> WORK ORDER
Whenever a line below includes the word "where", copy that line.

> EXTRACTED INFORMATION
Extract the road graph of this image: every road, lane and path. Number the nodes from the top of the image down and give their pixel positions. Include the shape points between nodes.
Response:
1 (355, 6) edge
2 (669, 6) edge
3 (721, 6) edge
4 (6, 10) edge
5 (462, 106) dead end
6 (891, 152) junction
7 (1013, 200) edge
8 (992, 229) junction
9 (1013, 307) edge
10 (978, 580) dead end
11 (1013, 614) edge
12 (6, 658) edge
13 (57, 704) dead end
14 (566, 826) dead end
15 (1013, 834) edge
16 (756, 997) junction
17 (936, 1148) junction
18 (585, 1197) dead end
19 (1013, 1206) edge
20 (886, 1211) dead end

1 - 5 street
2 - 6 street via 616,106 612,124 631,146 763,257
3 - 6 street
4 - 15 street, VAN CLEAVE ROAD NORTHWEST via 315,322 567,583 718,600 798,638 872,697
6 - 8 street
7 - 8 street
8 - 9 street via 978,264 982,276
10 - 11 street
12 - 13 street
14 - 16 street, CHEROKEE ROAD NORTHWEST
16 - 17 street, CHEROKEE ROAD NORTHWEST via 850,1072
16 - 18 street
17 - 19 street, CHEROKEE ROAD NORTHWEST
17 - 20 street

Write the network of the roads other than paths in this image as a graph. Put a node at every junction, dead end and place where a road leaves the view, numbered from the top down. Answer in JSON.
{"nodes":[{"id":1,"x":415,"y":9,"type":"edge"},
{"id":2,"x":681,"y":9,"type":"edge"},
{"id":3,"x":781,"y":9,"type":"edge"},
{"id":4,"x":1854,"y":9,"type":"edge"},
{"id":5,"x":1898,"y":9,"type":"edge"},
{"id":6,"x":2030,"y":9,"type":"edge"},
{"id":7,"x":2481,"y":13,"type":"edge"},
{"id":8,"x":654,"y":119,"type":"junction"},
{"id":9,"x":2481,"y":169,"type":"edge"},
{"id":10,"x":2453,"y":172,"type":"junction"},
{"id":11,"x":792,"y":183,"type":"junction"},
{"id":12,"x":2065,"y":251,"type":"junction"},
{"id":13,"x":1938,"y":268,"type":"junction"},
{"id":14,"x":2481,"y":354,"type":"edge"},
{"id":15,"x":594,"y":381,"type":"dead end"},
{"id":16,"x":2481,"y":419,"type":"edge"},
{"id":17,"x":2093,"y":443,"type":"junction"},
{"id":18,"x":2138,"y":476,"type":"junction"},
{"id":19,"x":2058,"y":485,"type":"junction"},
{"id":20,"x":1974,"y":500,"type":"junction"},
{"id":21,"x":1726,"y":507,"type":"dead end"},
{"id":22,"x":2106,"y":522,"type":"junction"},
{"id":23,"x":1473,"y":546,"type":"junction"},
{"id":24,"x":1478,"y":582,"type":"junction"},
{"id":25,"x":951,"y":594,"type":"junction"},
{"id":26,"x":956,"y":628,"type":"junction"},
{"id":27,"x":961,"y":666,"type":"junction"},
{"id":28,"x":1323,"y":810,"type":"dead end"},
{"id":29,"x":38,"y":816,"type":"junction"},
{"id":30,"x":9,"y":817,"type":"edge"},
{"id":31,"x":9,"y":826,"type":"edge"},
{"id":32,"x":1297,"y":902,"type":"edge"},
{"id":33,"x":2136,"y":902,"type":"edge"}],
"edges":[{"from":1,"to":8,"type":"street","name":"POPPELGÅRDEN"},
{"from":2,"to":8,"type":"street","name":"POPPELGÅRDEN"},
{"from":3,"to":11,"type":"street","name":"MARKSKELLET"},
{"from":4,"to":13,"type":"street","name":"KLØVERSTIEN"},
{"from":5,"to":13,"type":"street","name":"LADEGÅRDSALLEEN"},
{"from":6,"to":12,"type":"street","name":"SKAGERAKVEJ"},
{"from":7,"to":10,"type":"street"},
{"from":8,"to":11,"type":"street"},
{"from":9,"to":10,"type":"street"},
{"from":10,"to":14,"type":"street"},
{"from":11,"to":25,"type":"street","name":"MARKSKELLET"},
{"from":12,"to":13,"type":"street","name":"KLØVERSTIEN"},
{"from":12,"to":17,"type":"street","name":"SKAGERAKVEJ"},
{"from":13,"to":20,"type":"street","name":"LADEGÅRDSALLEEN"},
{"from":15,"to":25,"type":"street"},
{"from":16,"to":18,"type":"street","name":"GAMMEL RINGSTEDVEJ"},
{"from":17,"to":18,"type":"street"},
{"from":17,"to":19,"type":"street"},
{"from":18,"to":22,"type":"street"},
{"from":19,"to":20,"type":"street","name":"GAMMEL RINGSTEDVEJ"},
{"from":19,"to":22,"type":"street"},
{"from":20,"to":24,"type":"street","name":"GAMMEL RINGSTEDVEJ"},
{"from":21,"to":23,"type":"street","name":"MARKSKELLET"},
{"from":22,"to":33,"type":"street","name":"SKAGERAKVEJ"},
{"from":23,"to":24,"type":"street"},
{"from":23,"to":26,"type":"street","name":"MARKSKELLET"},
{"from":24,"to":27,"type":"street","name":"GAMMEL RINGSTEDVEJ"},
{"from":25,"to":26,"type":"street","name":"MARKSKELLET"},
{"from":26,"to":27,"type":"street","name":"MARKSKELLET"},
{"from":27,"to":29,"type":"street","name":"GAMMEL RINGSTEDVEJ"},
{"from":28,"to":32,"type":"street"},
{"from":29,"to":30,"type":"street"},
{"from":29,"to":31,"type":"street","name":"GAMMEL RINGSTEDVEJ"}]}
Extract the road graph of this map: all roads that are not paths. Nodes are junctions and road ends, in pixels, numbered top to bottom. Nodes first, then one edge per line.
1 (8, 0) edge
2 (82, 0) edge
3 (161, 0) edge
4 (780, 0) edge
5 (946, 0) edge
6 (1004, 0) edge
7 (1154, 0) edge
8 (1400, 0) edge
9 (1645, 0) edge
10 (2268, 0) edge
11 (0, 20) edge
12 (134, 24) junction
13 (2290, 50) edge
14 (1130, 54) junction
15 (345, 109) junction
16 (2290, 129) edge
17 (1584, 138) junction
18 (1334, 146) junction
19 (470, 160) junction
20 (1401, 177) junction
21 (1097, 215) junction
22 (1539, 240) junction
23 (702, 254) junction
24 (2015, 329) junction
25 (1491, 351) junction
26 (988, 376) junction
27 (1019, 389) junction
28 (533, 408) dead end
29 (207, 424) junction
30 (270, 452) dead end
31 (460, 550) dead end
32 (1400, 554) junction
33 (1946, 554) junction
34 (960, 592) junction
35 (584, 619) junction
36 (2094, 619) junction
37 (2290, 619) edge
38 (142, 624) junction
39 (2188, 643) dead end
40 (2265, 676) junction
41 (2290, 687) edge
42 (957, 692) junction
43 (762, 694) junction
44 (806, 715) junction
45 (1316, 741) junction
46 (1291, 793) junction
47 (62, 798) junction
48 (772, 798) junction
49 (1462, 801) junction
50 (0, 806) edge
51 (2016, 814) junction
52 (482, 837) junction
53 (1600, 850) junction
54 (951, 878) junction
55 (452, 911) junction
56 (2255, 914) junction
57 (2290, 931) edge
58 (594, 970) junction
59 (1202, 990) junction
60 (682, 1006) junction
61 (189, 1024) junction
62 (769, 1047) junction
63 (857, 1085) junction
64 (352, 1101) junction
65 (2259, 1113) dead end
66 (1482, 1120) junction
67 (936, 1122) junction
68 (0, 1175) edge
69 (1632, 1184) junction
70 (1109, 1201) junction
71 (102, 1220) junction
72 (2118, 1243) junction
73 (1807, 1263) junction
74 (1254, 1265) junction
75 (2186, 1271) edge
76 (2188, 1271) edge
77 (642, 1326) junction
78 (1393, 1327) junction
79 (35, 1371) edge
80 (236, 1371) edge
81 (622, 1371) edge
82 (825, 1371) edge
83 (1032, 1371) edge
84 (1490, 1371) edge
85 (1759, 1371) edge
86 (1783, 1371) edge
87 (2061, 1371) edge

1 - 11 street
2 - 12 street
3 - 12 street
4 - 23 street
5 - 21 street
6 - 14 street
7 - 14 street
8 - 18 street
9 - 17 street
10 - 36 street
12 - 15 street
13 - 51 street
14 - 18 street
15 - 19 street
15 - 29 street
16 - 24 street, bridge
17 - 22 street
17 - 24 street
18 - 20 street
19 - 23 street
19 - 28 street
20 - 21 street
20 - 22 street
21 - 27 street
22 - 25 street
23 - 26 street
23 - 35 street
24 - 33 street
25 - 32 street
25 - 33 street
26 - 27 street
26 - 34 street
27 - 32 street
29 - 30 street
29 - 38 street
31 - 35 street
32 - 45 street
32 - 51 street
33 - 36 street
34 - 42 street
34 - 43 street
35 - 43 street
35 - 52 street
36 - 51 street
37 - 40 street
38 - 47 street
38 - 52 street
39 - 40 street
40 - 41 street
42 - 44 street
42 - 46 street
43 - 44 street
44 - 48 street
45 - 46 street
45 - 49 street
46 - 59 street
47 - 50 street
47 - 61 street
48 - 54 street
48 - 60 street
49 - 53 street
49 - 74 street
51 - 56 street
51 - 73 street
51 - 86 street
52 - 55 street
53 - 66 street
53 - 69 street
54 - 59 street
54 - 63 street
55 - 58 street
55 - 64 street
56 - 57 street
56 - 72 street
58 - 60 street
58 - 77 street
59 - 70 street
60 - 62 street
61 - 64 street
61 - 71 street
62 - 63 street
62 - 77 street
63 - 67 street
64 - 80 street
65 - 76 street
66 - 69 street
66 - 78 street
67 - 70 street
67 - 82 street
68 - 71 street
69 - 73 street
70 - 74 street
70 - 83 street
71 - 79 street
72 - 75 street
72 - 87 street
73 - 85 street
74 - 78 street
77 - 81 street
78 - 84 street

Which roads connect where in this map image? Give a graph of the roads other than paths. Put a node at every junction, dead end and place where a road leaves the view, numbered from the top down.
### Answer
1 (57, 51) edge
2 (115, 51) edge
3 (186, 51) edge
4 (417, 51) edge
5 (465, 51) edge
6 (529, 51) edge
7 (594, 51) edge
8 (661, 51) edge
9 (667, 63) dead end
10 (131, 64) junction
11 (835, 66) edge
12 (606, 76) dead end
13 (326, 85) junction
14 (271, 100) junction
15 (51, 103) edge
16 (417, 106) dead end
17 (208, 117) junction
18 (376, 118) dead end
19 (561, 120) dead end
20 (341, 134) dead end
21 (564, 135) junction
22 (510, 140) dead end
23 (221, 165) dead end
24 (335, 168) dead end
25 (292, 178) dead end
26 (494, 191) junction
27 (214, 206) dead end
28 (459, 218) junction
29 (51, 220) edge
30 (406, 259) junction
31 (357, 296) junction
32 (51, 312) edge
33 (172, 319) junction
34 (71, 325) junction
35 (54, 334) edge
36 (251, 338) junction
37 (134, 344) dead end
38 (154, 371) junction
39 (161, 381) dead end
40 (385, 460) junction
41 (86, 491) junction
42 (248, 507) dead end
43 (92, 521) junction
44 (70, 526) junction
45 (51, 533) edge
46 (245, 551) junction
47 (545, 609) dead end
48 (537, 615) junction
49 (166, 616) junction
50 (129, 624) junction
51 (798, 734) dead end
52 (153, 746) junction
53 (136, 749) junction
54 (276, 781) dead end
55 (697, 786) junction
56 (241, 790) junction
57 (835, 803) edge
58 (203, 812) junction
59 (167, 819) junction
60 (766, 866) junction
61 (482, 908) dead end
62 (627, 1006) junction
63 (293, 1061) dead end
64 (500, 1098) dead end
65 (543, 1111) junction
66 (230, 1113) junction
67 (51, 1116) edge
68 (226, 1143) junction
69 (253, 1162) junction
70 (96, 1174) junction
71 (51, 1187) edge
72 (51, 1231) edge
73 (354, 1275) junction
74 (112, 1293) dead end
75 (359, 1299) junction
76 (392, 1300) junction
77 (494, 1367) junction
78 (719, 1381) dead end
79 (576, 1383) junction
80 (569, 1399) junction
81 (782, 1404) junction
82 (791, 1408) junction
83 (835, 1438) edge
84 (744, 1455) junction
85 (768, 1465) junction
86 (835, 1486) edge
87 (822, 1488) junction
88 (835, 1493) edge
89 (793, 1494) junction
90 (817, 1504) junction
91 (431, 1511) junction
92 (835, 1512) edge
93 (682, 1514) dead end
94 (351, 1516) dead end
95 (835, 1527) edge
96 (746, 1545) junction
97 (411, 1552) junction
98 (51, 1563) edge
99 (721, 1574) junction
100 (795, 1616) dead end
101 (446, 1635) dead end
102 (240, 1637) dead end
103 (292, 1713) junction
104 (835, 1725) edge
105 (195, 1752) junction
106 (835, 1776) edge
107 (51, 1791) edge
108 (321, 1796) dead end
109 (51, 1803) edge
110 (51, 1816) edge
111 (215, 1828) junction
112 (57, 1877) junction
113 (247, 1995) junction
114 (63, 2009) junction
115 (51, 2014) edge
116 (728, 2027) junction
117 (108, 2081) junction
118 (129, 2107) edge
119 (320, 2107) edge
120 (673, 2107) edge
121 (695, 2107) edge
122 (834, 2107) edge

> WRITTEN SOLUTION
Write the network of the roads other than paths in this image as a graph. Put a node at every junction, dead end and place where a road leaves the view, numbered from the top down. Answer in JSON.
Which roads connect where in this map image? Give a graph of the roads other than paths. Put a node at every junction, dead end and place where a road leaves the view, numbered from the top down.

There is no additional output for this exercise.